Déclinait graduellement comme si cette lenteur était nécessaire pour respecter le silence qui retomberait. Un proverbe disait que les plus belles rencontres étaient celles auxquels on ne s'attendait pas et je ne pouvais que confirmer cela à présent après en avoir fait l'agréable expérience. La réponse de Tama m'arrache un sourire presque paresseux et c'est avec une délectation non feinte que j'écoute le raisonnement du sage à mes cotés. Un petit rire fuse d'entre mes lèvres avant que je ne réponde : Je vois ce que tu veux dire. C'est le voyage en lui même qui enrichit et non pas la destination finale qui n'est au final qu'illusion éphémère. C'est vrai que tu dois être moins rapide qu'un train mais ce n'est pas plus mal non ?


Tama s'étira ensuite dans tout les sens des bras vers le haut, des pieds vers le bas tel un accordéon qui se déplierait brusquement après avoir été serré trop longtemps à la différence qu'il le fit avec une grâce féline que l'on aurait difficilement attribuer à un renard qui plus est à un renard de sa carrure. Avant de reprendre au sujet de l'importance de prendre son temps pour savourer le petit miracle de l'existence. Je me contente cette fois d'un simple : Sur ce point là nous sommes entièrement d'accord Tama.

Le mélanésien finit par se lever et observer les environs d'un œil pétillant avant de balayer ma peur d'un geste de la main. Un nouveau sourire étire tranquillement mes lèvres tandis que je m'ébroue pour me débarrasser de l'amoncellement de pluie sur ma carcasse imposante. Mon sourire s'élargit en entendant la réponse de Tama et son conseil bienveillant. Je me lève à mon tour et grommelle dans ma barbe tandis que mes yeux brillent d'espièglerie un : Merci papy je ferais plus attention à l'avenir à ne pas laisser le sort me briser.

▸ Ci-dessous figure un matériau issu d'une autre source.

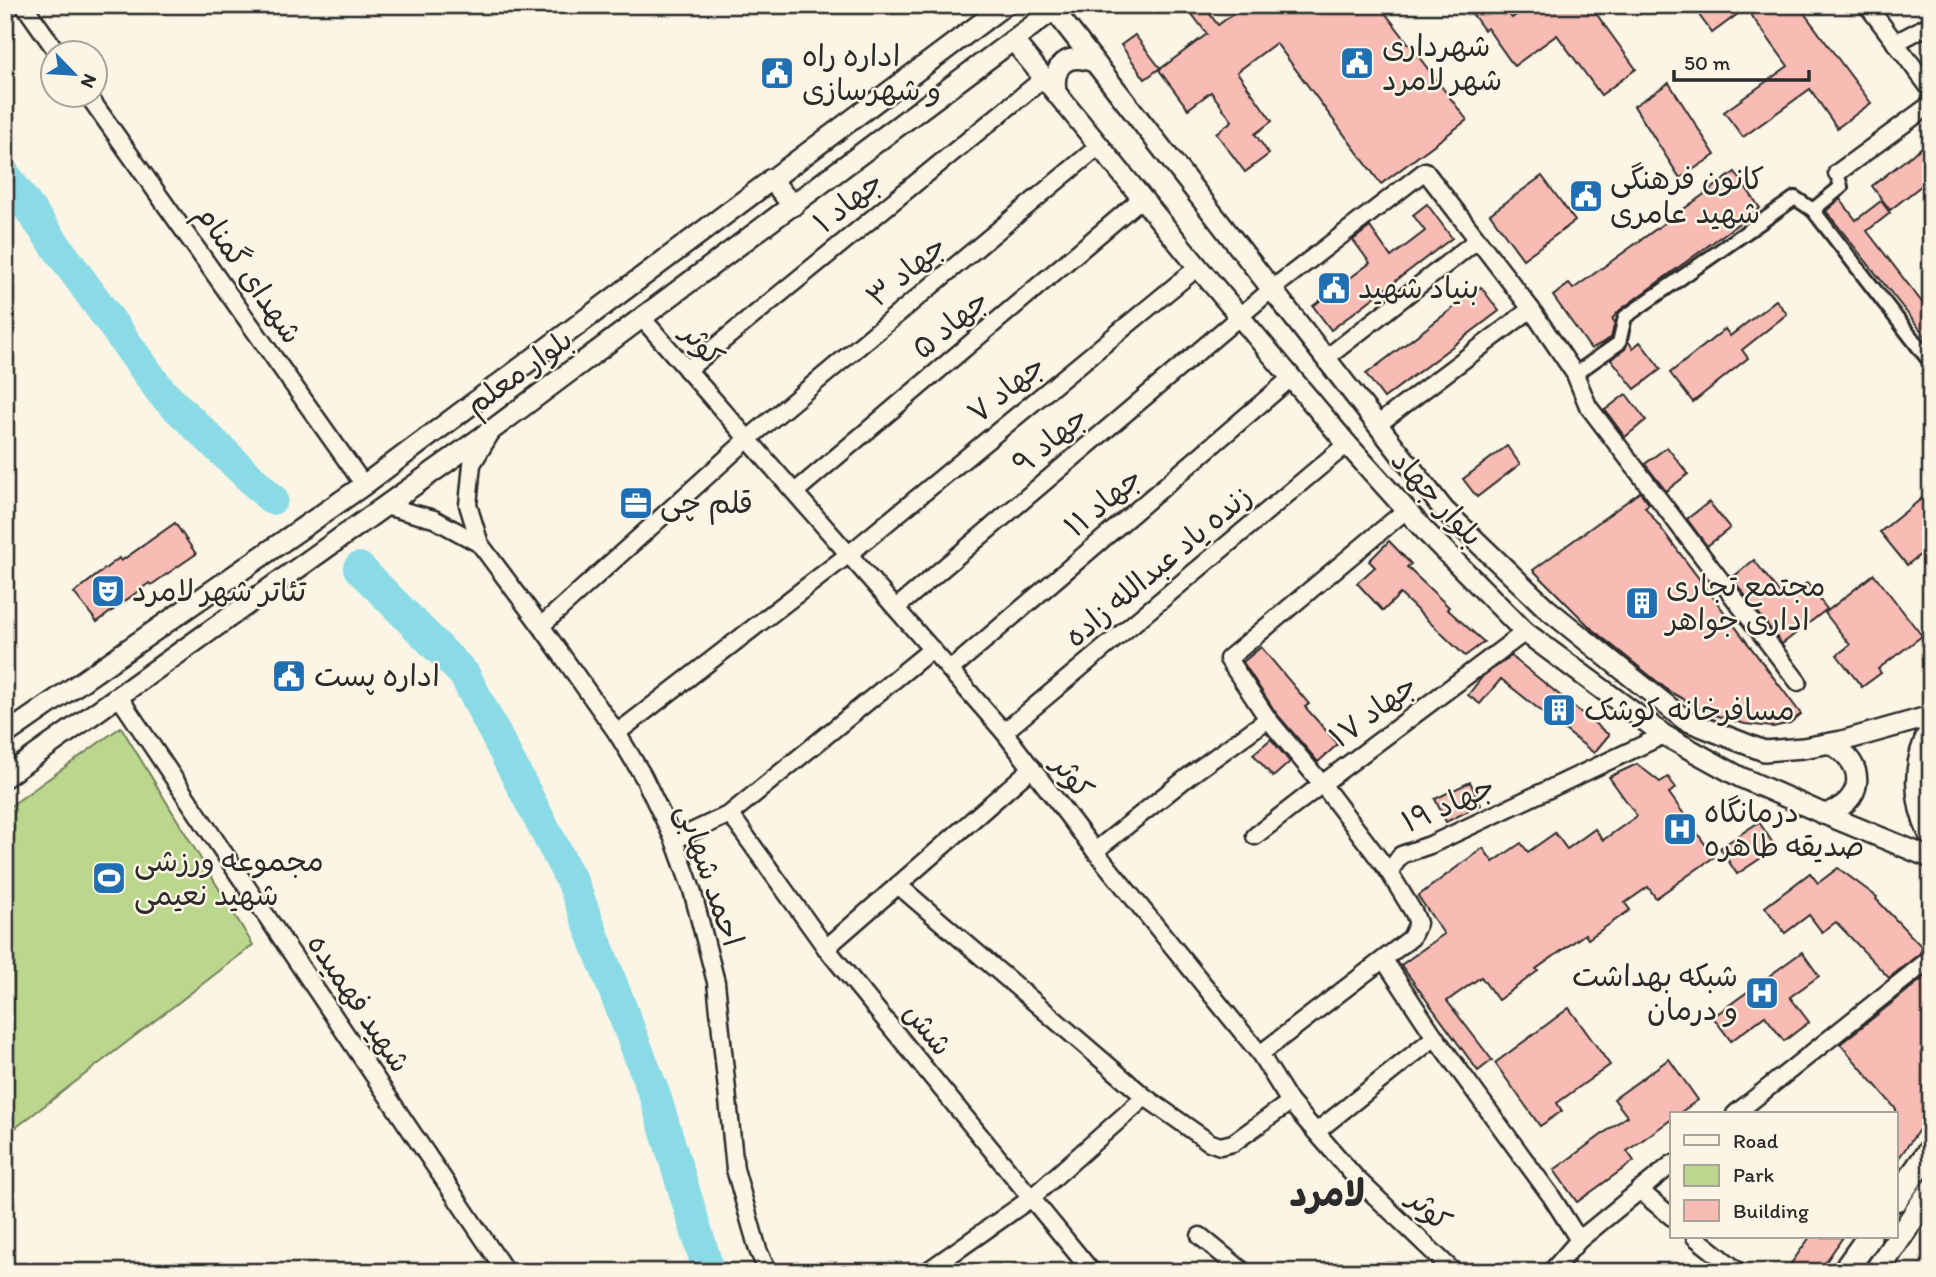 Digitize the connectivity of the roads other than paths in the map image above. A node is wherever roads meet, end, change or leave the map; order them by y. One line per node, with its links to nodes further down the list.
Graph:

Je m'étire à mon tour pour délier mes muscles endoloris d’être resté aussi longtemps inactifs avant de me tourner vers le kitsune. Je réprime un petit rire en le voyant faire mine de se concentrer comme un génie réfléchissant au souhait qu'il voudrait exaucer. Je réponds dans la foulée : Bien sur que je peux te guider jusque là bas. Les élèves ont beaucoup de chance ou du moins en auront lorsque tu seras engagé. Allez suis moi.

(...)

Après un trajet aussi tranquille que ponctué de nos bavardages et de mes remarques sur la ville me donnant l'impression d’être un guide touristique du surnaturel nous atteignons finalement le lycée devant lequel nous nous séparons. Bonne chance pour ton entretien mon ami. Puissions nous nous revoir.